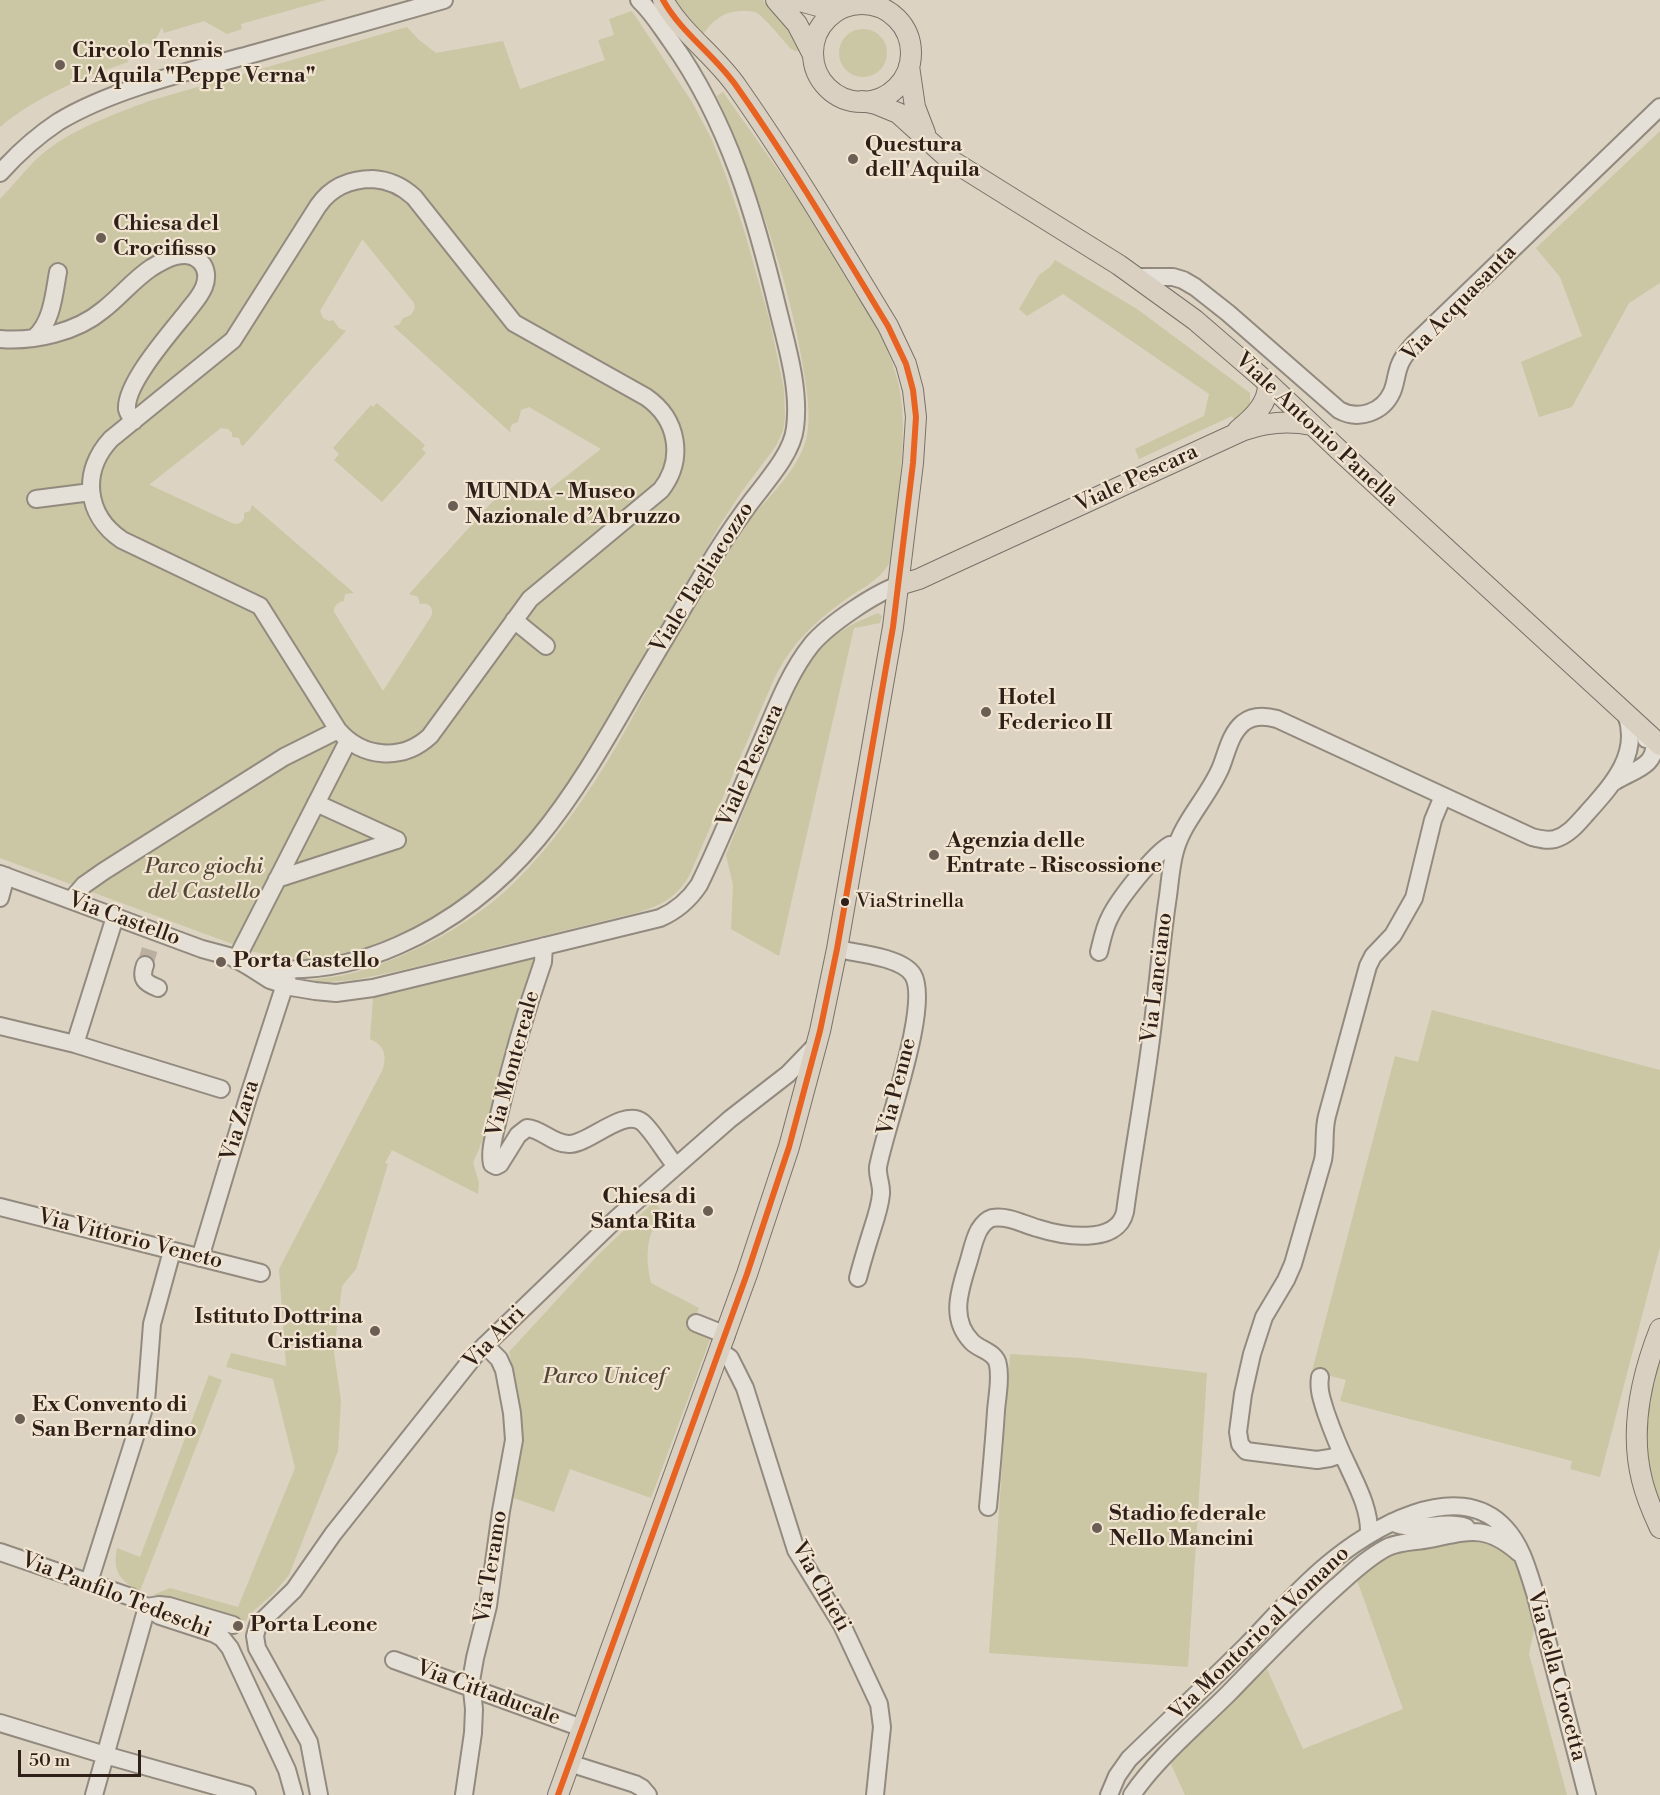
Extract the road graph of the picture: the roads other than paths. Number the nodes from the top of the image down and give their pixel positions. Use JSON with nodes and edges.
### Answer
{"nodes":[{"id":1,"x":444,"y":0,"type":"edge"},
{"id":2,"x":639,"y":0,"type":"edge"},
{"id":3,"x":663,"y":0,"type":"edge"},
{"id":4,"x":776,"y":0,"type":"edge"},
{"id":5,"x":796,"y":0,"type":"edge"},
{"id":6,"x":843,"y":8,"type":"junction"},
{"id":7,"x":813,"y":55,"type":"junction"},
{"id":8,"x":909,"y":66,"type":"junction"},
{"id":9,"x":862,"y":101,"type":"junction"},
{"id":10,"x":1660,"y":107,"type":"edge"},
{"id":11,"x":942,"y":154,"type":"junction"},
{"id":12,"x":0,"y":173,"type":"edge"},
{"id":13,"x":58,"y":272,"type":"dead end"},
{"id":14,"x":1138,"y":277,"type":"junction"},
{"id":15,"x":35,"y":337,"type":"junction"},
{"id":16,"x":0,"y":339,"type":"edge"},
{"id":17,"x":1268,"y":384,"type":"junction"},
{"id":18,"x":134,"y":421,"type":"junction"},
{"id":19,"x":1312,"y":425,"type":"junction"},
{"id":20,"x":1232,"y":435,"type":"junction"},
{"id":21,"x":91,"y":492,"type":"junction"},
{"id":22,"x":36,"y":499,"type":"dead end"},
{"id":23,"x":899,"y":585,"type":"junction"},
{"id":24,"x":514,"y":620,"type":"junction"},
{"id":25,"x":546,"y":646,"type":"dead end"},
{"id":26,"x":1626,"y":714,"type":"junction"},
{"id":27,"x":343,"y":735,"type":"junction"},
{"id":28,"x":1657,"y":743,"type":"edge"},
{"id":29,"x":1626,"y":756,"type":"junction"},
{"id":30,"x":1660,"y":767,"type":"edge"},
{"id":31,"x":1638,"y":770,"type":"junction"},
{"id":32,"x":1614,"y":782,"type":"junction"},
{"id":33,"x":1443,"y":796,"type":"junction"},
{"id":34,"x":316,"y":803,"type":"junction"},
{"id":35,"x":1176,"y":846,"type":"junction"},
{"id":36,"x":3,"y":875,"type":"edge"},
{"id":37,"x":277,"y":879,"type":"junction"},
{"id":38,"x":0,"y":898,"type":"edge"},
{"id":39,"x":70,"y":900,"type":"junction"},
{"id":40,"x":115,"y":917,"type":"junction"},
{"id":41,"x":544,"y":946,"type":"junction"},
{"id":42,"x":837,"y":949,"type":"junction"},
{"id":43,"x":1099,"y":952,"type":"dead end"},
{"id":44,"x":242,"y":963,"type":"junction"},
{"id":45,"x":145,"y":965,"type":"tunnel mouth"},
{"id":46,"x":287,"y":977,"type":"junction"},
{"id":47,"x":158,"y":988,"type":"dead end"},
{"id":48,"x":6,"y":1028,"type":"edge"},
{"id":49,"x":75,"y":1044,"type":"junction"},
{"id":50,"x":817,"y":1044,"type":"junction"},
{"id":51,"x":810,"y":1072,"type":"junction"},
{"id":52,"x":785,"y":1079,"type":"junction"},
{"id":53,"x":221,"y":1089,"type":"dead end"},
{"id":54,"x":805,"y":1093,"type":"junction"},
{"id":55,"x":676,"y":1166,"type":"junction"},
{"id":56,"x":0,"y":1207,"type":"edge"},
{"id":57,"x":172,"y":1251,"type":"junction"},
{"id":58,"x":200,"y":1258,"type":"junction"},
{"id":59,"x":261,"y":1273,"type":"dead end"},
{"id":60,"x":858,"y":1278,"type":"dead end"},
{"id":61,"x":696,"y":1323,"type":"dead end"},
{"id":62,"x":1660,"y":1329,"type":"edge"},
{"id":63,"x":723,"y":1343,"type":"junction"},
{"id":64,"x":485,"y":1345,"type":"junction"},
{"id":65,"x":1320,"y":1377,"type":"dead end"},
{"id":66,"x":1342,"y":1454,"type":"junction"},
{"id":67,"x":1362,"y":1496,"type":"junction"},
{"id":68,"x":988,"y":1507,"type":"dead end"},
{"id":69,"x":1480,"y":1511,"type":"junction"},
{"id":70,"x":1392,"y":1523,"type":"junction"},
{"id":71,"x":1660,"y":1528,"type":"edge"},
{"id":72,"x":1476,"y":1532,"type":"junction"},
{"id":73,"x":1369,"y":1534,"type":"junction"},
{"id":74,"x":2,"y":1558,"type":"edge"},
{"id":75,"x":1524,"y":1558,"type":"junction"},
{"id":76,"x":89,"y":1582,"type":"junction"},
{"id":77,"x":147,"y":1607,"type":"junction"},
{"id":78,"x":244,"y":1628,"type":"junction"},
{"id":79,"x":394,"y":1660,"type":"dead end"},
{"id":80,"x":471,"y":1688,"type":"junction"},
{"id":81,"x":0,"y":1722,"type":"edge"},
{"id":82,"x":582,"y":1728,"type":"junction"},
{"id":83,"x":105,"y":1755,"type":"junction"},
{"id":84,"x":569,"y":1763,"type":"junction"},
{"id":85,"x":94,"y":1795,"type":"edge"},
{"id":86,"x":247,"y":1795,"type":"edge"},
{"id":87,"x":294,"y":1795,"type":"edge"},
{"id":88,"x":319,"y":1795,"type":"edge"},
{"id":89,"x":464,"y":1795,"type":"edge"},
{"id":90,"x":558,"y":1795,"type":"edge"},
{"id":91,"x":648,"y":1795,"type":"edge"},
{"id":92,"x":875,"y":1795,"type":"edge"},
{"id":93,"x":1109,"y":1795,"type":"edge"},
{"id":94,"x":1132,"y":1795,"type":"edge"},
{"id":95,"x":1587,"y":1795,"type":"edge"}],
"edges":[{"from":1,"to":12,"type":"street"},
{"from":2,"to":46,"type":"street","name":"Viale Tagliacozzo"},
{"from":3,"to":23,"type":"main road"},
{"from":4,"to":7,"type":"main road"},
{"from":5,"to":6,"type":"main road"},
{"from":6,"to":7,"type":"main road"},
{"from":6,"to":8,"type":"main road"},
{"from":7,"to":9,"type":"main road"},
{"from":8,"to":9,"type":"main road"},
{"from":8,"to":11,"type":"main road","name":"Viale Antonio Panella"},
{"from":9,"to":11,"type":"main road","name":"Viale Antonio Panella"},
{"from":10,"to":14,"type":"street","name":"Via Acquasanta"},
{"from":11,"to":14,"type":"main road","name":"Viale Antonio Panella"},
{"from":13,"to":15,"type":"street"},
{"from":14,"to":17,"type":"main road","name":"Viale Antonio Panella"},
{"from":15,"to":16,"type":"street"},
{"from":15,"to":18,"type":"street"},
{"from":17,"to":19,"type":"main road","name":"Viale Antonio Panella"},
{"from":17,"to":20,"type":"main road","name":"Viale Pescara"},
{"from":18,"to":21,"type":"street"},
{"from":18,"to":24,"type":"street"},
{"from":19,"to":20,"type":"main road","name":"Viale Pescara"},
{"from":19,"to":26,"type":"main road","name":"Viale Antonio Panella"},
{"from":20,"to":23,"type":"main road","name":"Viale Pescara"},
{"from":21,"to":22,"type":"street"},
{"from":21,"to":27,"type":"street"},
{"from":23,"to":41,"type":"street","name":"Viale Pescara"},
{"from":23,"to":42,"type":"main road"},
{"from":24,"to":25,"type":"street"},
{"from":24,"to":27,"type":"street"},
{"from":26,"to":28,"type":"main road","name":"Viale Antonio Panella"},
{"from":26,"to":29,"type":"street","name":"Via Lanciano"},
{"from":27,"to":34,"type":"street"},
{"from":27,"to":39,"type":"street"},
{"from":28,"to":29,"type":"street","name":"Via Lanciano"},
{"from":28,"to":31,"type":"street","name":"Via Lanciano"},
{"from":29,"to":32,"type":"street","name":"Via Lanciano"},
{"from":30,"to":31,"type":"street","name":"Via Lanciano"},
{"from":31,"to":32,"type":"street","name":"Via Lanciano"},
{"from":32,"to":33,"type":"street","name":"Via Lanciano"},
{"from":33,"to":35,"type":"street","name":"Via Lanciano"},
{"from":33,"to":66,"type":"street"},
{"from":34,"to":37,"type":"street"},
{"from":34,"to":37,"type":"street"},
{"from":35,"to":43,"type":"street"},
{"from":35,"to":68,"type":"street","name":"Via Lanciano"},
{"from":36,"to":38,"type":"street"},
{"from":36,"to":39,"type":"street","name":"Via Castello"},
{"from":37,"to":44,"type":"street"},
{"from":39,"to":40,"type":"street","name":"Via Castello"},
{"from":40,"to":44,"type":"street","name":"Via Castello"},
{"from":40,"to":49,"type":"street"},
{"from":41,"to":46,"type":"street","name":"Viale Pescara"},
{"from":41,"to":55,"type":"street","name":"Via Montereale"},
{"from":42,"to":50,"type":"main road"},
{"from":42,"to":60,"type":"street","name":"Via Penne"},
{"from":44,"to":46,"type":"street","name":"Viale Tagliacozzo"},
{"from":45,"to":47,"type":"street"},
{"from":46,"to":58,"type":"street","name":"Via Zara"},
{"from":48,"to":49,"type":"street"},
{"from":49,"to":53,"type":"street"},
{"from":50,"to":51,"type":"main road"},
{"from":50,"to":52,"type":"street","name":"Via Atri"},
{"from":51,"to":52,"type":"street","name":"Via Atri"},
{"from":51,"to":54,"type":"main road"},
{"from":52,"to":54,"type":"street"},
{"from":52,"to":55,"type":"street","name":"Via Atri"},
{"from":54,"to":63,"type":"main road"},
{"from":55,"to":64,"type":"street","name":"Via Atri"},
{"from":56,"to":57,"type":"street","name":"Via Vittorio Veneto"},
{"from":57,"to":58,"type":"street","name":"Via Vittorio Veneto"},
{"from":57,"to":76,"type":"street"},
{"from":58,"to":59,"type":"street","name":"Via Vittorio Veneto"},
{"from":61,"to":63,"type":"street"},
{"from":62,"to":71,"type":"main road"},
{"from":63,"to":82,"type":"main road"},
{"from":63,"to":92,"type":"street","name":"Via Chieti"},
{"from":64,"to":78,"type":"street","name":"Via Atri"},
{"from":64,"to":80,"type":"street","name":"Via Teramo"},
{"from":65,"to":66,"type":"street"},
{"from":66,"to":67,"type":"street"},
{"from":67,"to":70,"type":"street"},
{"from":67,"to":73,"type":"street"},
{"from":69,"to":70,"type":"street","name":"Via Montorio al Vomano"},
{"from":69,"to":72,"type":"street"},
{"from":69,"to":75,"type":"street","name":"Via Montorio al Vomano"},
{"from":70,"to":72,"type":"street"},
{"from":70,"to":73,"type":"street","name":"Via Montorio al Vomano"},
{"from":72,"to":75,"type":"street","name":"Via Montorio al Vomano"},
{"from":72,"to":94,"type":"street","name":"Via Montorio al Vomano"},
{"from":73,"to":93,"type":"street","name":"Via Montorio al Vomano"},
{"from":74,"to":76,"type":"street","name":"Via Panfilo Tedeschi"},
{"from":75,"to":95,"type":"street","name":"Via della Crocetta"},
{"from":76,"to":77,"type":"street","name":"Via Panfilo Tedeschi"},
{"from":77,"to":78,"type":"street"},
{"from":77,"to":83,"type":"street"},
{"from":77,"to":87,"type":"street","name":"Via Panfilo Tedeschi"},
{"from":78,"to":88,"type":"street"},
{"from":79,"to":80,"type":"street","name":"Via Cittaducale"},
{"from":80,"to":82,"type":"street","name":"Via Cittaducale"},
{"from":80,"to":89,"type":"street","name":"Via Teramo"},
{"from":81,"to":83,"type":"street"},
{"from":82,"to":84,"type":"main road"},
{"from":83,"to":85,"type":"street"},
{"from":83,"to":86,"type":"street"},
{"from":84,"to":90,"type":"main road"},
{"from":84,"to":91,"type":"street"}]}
◇ ◇ ◇
◆ What needs to be done ◆
A line belongs in the answer if it contains the word "Antonio"; copy every such line from the data above.

◆ Solved problem ◆
{"from":8,"to":11,"type":"main road","name":"Viale Antonio Panella"},
{"from":9,"to":11,"type":"main road","name":"Viale Antonio Panella"},
{"from":11,"to":14,"type":"main road","name":"Viale Antonio Panella"},
{"from":14,"to":17,"type":"main road","name":"Viale Antonio Panella"},
{"from":17,"to":19,"type":"main road","name":"Viale Antonio Panella"},
{"from":19,"to":26,"type":"main road","name":"Viale Antonio Panella"},
{"from":26,"to":28,"type":"main road","name":"Viale Antonio Panella"},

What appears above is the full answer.